Topic Modelling

Methods to model topics for documents

Introduction

Scientific advancement and improvement in living standards and education has historically resulted in information explosion. With the advent of the internet, pace of more accessible information had become ever more accelerated. Therefore tools to find and discover the information we seek is of utmost importance.

Topic modelling is a method to infer the thematic structure of a document such that automatic tools to organise, search and summarise information can be devised. Documents are generated as a collection of topics. These topics are conveyed in paragraphs, sentences and words without specific topical structure being drawn out, or specifying what topics are covered by a given document. Human reading a document can intuitively ascertain what the topics are using the prior worldly knowledge. Topic modelling attempts to give this ability to an algorithm such that large amount of documents can be processed, organised and be made available in the form of search, for human consumption.

Topic modelling is a statistical method to discover the topics that occur in a collection of documents. The modelling algorithms generally require no annotated data rather topics emerge from the data itself. (There are some supervised algorithms (LabeledLDA) in recent times to exploit the tagged documents, specially social bookmarking websites (Ramage, D., Hall, D., Nallapati, R., & Manning, C. D. (2009, August)).

The advantages of topic modelling allows the following to name a few:

  • Model the evolution of topics over time giving an understanding and ability to predict for the future.
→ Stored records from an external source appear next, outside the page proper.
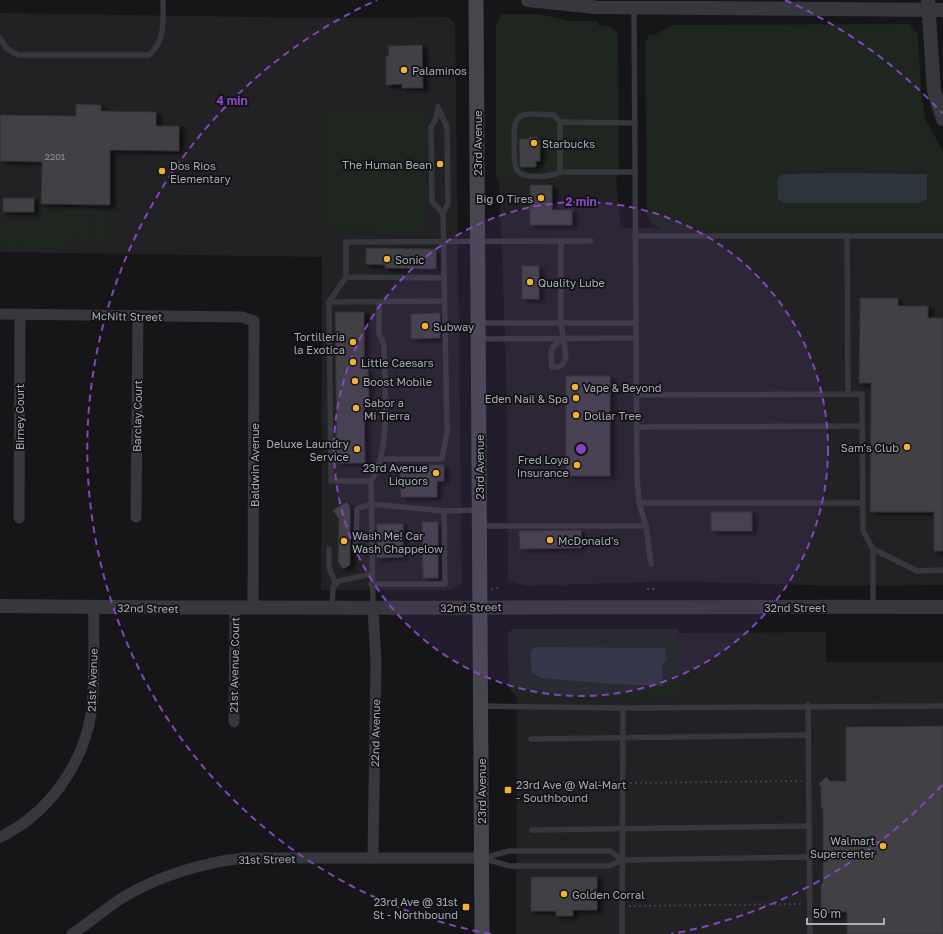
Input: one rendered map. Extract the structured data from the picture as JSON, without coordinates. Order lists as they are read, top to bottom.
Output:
{
  "streets": {
    "main road": ["23rd Avenue"],
    "street": [
      "McNitt Street",
      "Barclay Court",
      "Birney Court",
      "Baldwin Avenue",
      "32nd Street",
      "21st Avenue Court",
      "21st Avenue",
      "22nd Avenue",
      "31st Street"
    ]
  },
  "crossings": [
    ["23rd Avenue", "32nd Street"],
    ["23rd Avenue", "31st Street"],
    ["McNitt Street", "Barclay Court"],
    ["McNitt Street", "Birney Court"],
    ["McNitt Street", "Baldwin Avenue"],
    ["Baldwin Avenue", "32nd Street"],
    ["32nd Street", "21st Avenue Court"],
    ["32nd Street", "21st Avenue"],
    ["32nd Street", "22nd Avenue"],
    ["22nd Avenue", "31st Street"]
  ],
  "places": {
    "other": [
      "Palaminos",
      "Starbucks",
      "The Human Bean",
      "Dos Rios Elementary",
      "Big O Tires",
      "Sonic",
      "Quality Lube",
      "Subway",
      "Tortilleria la Exotica",
      "Little Caesars",
      "Boost Mobile",
      "Vape & Beyond",
      "Eden Nail & Spa",
      "Sabor a Mi Tierra",
      "Dollar Tree",
      "Sam's Club",
      "Deluxe Laundry Service",
      "Fred Loya Insurance",
      "23rd Avenue Liquors",
      "McDonald's",
      "Wash Me! Car Wash Chappelow",
      "Walmart Supercenter",
      "Golden Corral"
    ],
    "transit": ["23rd Ave @ Wal-Mart - Southbound", "23rd Ave @ 31st St - Northbound"]
  },
  "house_numbers": ["2201"],
  "scale_bar": "50 m",
  "rings": ["4 min", "2 min"]
}
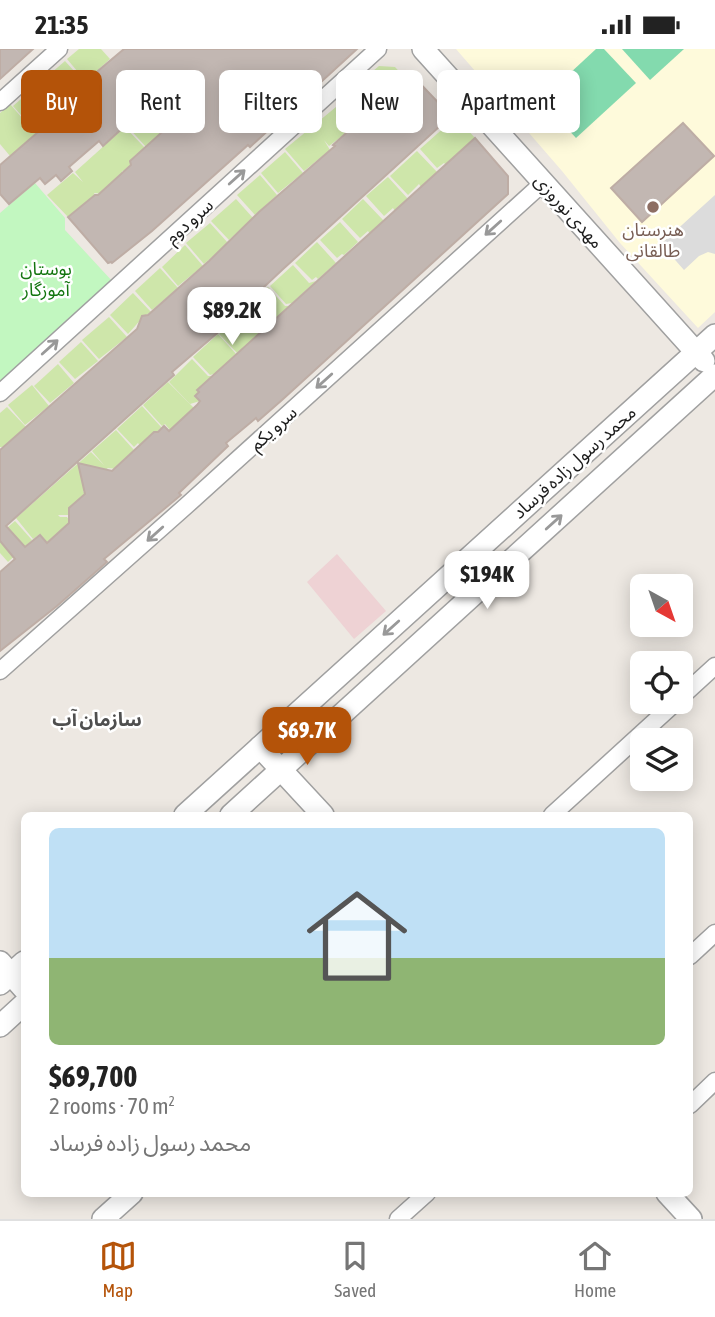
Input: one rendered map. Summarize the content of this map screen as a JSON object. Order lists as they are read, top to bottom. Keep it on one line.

  • Model associations and hierarchies of topics allowing a broader picture of a domain

  • Discover influential articles and predict links between them
  • Characterize political decisions Organize and browse large corpora (e.g. Wikipedia) [ref: https://www.cs.princeton.edu/~blei/kdd-tutorial.pdf]

In this essay we would look at two approaches to topic modelling, namely Latent Dirichlet Allocation (LDA) and Pachinko Allocation Model (PAM). LDA is a well known method of topic modelling, first introduced by Blei, D. M., Ng, A. Y., & Jordan, M. I. (2003). PAM can be thought of as an improvement over LDA introduced by Li, W., & McCallum, A. (2006, June).

Latent Dirichlet Allocation

LDA is a generative statistical method where observations are explained as a function of a collection of hidden random variables. Each document can be thought of as a small finite mixture of topics (collection of hidden random variables), from which the words are generated. In other words, a topic can be modelled as a statistical distribution of words and a document in turn as a distribution of topics. In LDA, statistical distribution of the topics is assumed to have a Dirichlet distribution. Dirichlete distribution describes a distribution over probability distributions [see https://www.hiit.fi/u/ahonkela/dippa/node95.html]

Each document in a corpora can be thought of as generated by the following process:

  1. Randomly choose a topic distribution
  2. Randomly choose a topic from the chosen topic distribution
  3. Randomly choose a word from the word distribution of the topic

The goal of the LDA topic modelling is to infer these distributions from the observed documents.

Main advantage of formulating LDA as a probabilistic model is that it can be used as a component in a more complicated modelling pipeline. LDA has been extended and adapted in many ways. LDA makes some statistical assumptions about the corpus. One such being the 'bag of words' assumption, where it assumes invariance to the order of the words. This is an unrealistic simplification but reasonable if the goal is just to find the semantic structure of a document (Blei, D. M. (2012)), but makes it unsuitable for language generation tasks, such as summarisation. Another assumption of LDA is that it is invariant to the order of documents. This may be unrealistic when analysing a collection of documents that has a specific order, for example, legal documents that has a significant reliance on the order or in situations where there's a need to analyse the changes of topics over time. One more assumption being that the topics are known and they are fixed. Also, LDA assumes no correlation between topics, but for example, a document about rocket propulsion is more likely to contain topics of physics or chemistry than gardening. This type of correlations are allowed in PAM.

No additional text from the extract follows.